Crowley resta silencieux. Lui, qui avait tant aimé être sur Terre parmi ces humains, n'était peut-être pas totalement prêt à les faire disparaître.
- Je sais que tu es réticent à cette partie du plan, petit serpent. Néanmoins, je sais aussi que rien ne fera plus souffrir ton petit ange que la disparition de ces êtres abjects.

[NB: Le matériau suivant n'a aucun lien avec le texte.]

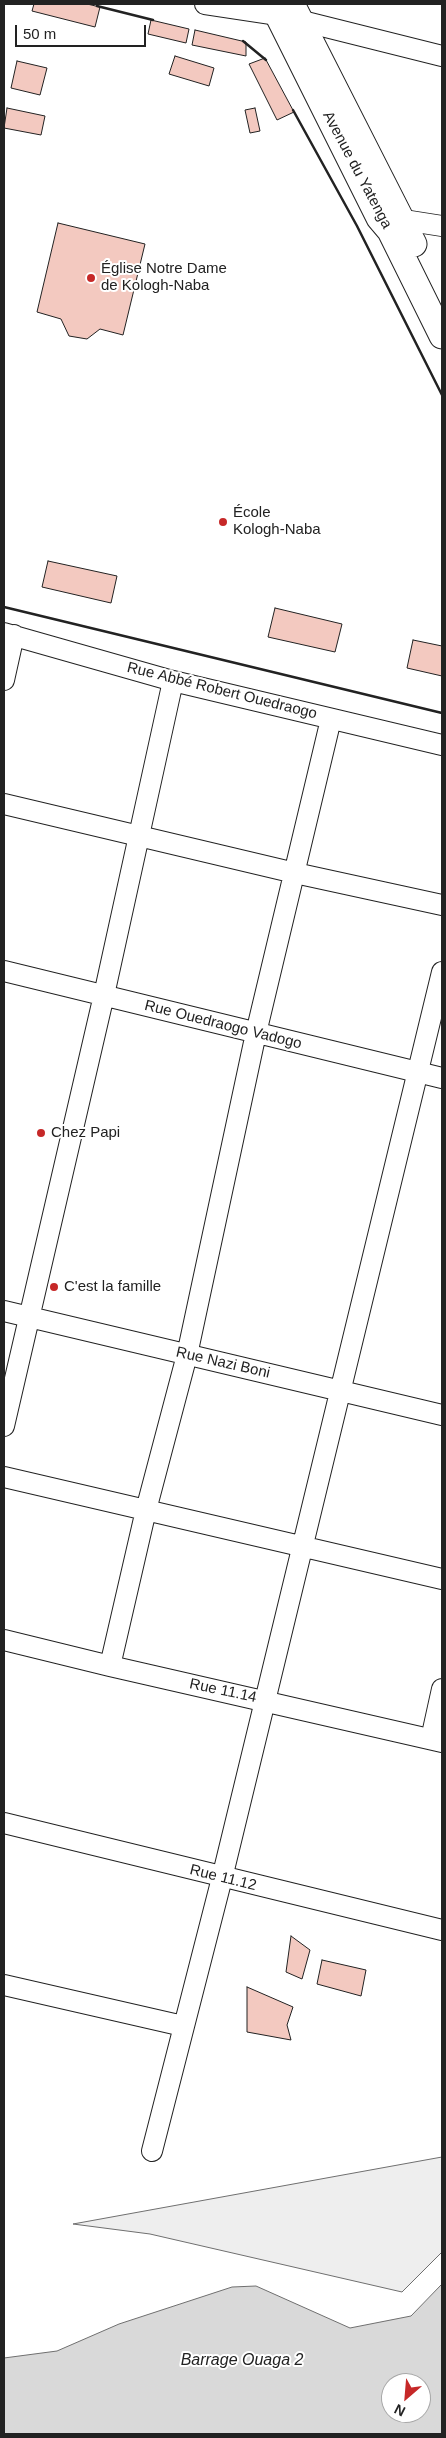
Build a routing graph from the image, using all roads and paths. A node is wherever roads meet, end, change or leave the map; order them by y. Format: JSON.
{"nodes":[{"id":1,"x":205,"y":4,"type":"edge"},
{"id":2,"x":286,"y":11,"type":"edge"},
{"id":3,"x":442,"y":56,"type":"edge"},
{"id":4,"x":390,"y":218,"type":"junction"},
{"id":5,"x":442,"y":226,"type":"edge"},
{"id":6,"x":442,"y":300,"type":"edge"},
{"id":7,"x":442,"y":336,"type":"edge"},
{"id":8,"x":9,"y":634,"type":"edge"},
{"id":9,"x":4,"y":680,"type":"edge"},
{"id":10,"x":173,"y":681,"type":"junction"},
{"id":11,"x":331,"y":719,"type":"junction"},
{"id":12,"x":442,"y":745,"type":"edge"},
{"id":13,"x":4,"y":804,"type":"edge"},
{"id":14,"x":140,"y":836,"type":"junction"},
{"id":15,"x":295,"y":873,"type":"junction"},
{"id":16,"x":442,"y":905,"type":"edge"},
{"id":17,"x":4,"y":971,"type":"edge"},
{"id":18,"x":442,"y":972,"type":"edge"},
{"id":19,"x":104,"y":995,"type":"junction"},
{"id":20,"x":256,"y":1033,"type":"junction"},
{"id":21,"x":418,"y":1072,"type":"junction"},
{"id":22,"x":442,"y":1078,"type":"edge"},
{"id":23,"x":4,"y":1311,"type":"edge"},
{"id":24,"x":30,"y":1317,"type":"junction"},
{"id":25,"x":187,"y":1355,"type":"junction"},
{"id":26,"x":340,"y":1391,"type":"junction"},
{"id":27,"x":442,"y":1415,"type":"edge"},
{"id":28,"x":4,"y":1426,"type":"edge"},
{"id":29,"x":4,"y":1477,"type":"edge"},
{"id":30,"x":146,"y":1510,"type":"junction"},
{"id":31,"x":303,"y":1545,"type":"junction"},
{"id":32,"x":442,"y":1579,"type":"edge"},
{"id":33,"x":4,"y":1640,"type":"edge"},
{"id":34,"x":110,"y":1666,"type":"junction"},
{"id":35,"x":442,"y":1688,"type":"edge"},
{"id":36,"x":265,"y":1700,"type":"junction"},
{"id":37,"x":436,"y":1740,"type":"edge"},
{"id":38,"x":4,"y":1823,"type":"edge"},
{"id":39,"x":222,"y":1878,"type":"junction"},
{"id":40,"x":442,"y":1930,"type":"edge"},
{"id":41,"x":4,"y":1985,"type":"edge"},
{"id":42,"x":183,"y":2026,"type":"junction"},
{"id":43,"x":152,"y":2151,"type":"dead end"}],
"edges":[{"from":1,"to":2,"type":"street"},
{"from":2,"to":3,"type":"street"},
{"from":2,"to":4,"type":"main road","name":"Avenue du Yatenga"},
{"from":4,"to":5,"type":"street"},
{"from":4,"to":6,"type":"main road","name":"Avenue du Yatenga"},
{"from":4,"to":7,"type":"main road","name":"Avenue du Yatenga"},
{"from":8,"to":9,"type":"street"},
{"from":8,"to":10,"type":"street","name":"Rue Abbé Robert Ouedraogo"},
{"from":10,"to":11,"type":"street","name":"Rue Abbé Robert Ouedraogo"},
{"from":10,"to":14,"type":"street"},
{"from":11,"to":12,"type":"street","name":"Rue Abbé Robert Ouedraogo"},
{"from":11,"to":15,"type":"street"},
{"from":13,"to":14,"type":"street"},
{"from":14,"to":15,"type":"street"},
{"from":14,"to":19,"type":"street"},
{"from":15,"to":16,"type":"street"},
{"from":15,"to":20,"type":"street"},
{"from":17,"to":19,"type":"street","name":"Rue Ouedraogo Vadogo"},
{"from":18,"to":21,"type":"street"},
{"from":19,"to":20,"type":"street","name":"Rue Ouedraogo Vadogo"},
{"from":19,"to":24,"type":"street"},
{"from":20,"to":21,"type":"street","name":"Rue Ouedraogo Vadogo"},
{"from":20,"to":25,"type":"street"},
{"from":21,"to":22,"type":"street","name":"Rue Ouedraogo Vadogo"},
{"from":21,"to":26,"type":"street"},
{"from":23,"to":24,"type":"street","name":"Rue Nazi Boni"},
{"from":24,"to":25,"type":"street","name":"Rue Nazi Boni"},
{"from":24,"to":28,"type":"street"},
{"from":25,"to":26,"type":"street","name":"Rue Nazi Boni"},
{"from":25,"to":30,"type":"street"},
{"from":26,"to":27,"type":"street","name":"Rue Nazi Boni"},
{"from":26,"to":31,"type":"street"},
{"from":29,"to":30,"type":"street"},
{"from":30,"to":31,"type":"street"},
{"from":30,"to":34,"type":"street"},
{"from":31,"to":32,"type":"street"},
{"from":31,"to":36,"type":"street"},
{"from":33,"to":34,"type":"street","name":"Rue 11.14"},
{"from":34,"to":36,"type":"street","name":"Rue 11.14"},
{"from":35,"to":37,"type":"street"},
{"from":36,"to":37,"type":"street","name":"Rue 11.14"},
{"from":36,"to":39,"type":"street"},
{"from":38,"to":39,"type":"street","name":"Rue 11.12"},
{"from":39,"to":40,"type":"street","name":"Rue 11.12"},
{"from":39,"to":42,"type":"street"},
{"from":41,"to":42,"type":"street"},
{"from":42,"to":43,"type":"street"}]}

Une douleur sourde se mélangea à de la colère pure, et déjà, cette pensée le motivait un peu plus. Si Crowley se retrouve désormais duc des enfers, Aziraphale regrettera largement de ne pas avoir choisi leurs camps et de l'avoir abandonné.
Il sursauta quand Lucifer lui prit le menton, un sourire carnassier aux lèvres. Crowley s'était perdu dans ses pensées et ne l'avait pas vu s'approcher. Il avait baissé sa garde.
- Um… Je n'aime décidément pas quand tu penses à cet angelot alors que je suis juste devant toi. Je pense qu'il va falloir resserrer ces pensées sur l'essentiel, ne penses-tu pas ?
Cette fois, Crowley se laissa faire quand Lucifer lui mordilla la lèvre avant de l'embrasser à pleine bouche et de le basculer sur l'un des canapés de la pièce.
Il devait avouer que ces moments avec le roi des enfers étaient les seules où la petite voix d'Aziraphael se taisait dans son esprit. Même si sa culpabilité, elle, était bien vive.
Lucifer passa les mains dans ses cheveux roux et les tira légèrement pour que Crowley lève la tête et lui dévoile son cou. Le prince déchu se pencha donc vers la zone fraîchement découverte et Crowley ne put empêcher un gémissement de passer ses lèvres, pour la satisfaction de Lucifer. Ce dernier se redressa, et fit courir ses mains sur le torse du jeune démon.
- Demain, je te laisserai aller en personne sur terre voir ce qu'il en est. Il est temps.
Crowley trembla d'anticipation. Aussi bien de retourner sur terre après plusieurs mois dans les tunnels sombres et hostiles des enfers, que sous les doigts expérimentés du maître des lieux.
- Bien, mon roi.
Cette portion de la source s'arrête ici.